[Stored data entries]
•••

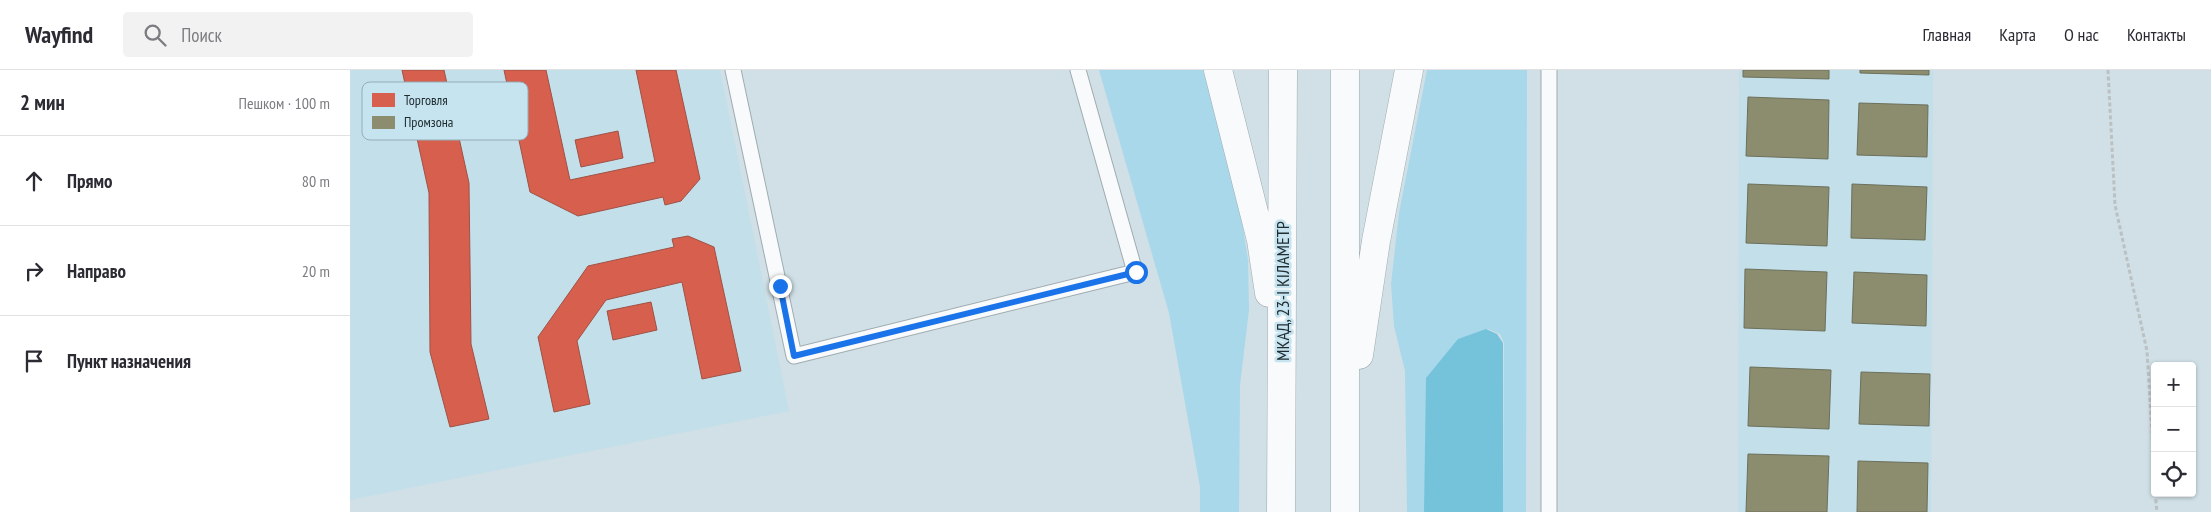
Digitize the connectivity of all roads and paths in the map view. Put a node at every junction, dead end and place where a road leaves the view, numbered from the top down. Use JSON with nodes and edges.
{"nodes":[{"id":1,"x":733,"y":70,"type":"edge"},
{"id":2,"x":1078,"y":70,"type":"edge"},
{"id":3,"x":1218,"y":70,"type":"edge"},
{"id":4,"x":1283,"y":70,"type":"edge"},
{"id":5,"x":1345,"y":70,"type":"edge"},
{"id":6,"x":1410,"y":70,"type":"edge"},
{"id":7,"x":1548,"y":70,"type":"edge"},
{"id":8,"x":2108,"y":70,"type":"edge"},
{"id":9,"x":1282,"y":374,"type":"junction"},
{"id":10,"x":1346,"y":440,"type":"junction"},
{"id":11,"x":2153,"y":452,"type":"edge"},
{"id":12,"x":2156,"y":497,"type":"edge"},
{"id":13,"x":1281,"y":512,"type":"edge"},
{"id":14,"x":1345,"y":512,"type":"edge"},
{"id":15,"x":1549,"y":512,"type":"edge"},
{"id":16,"x":2157,"y":512,"type":"edge"}],
"edges":[{"from":1,"to":2,"type":"lane"},
{"from":3,"to":9,"type":"highway"},
{"from":4,"to":9,"type":"highway","name":"МКАД, 23-І КІЛАМЕТР"},
{"from":5,"to":10,"type":"highway"},
{"from":6,"to":10,"type":"highway"},
{"from":7,"to":15,"type":"lane"},
{"from":8,"to":11,"type":"path"},
{"from":9,"to":13,"type":"highway","name":"МКАД, 23-І КІЛАМЕТР"},
{"from":10,"to":14,"type":"highway"},
{"from":12,"to":16,"type":"path"}]}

•••

**Task**
Reproduce all of the data exactly; the pictures do not belong in the copy.

**Reply to the task**
Digitize the connectivity of all roads and paths in the map view. Put a node at every junction, dead end and place where a road leaves the view, numbered from the top down. Use JSON with nodes and edges.
{"nodes":[{"id":1,"x":733,"y":70,"type":"edge"},
{"id":2,"x":1078,"y":70,"type":"edge"},
{"id":3,"x":1218,"y":70,"type":"edge"},
{"id":4,"x":1283,"y":70,"type":"edge"},
{"id":5,"x":1345,"y":70,"type":"edge"},
{"id":6,"x":1410,"y":70,"type":"edge"},
{"id":7,"x":1548,"y":70,"type":"edge"},
{"id":8,"x":2108,"y":70,"type":"edge"},
{"id":9,"x":1282,"y":374,"type":"junction"},
{"id":10,"x":1346,"y":440,"type":"junction"},
{"id":11,"x":2153,"y":452,"type":"edge"},
{"id":12,"x":2156,"y":497,"type":"edge"},
{"id":13,"x":1281,"y":512,"type":"edge"},
{"id":14,"x":1345,"y":512,"type":"edge"},
{"id":15,"x":1549,"y":512,"type":"edge"},
{"id":16,"x":2157,"y":512,"type":"edge"}],
"edges":[{"from":1,"to":2,"type":"lane"},
{"from":3,"to":9,"type":"highway"},
{"from":4,"to":9,"type":"highway","name":"МКАД, 23-І КІЛАМЕТР"},
{"from":5,"to":10,"type":"highway"},
{"from":6,"to":10,"type":"highway"},
{"from":7,"to":15,"type":"lane"},
{"from":8,"to":11,"type":"path"},
{"from":9,"to":13,"type":"highway","name":"МКАД, 23-І КІЛАМЕТР"},
{"from":10,"to":14,"type":"highway"},
{"from":12,"to":16,"type":"path"}]}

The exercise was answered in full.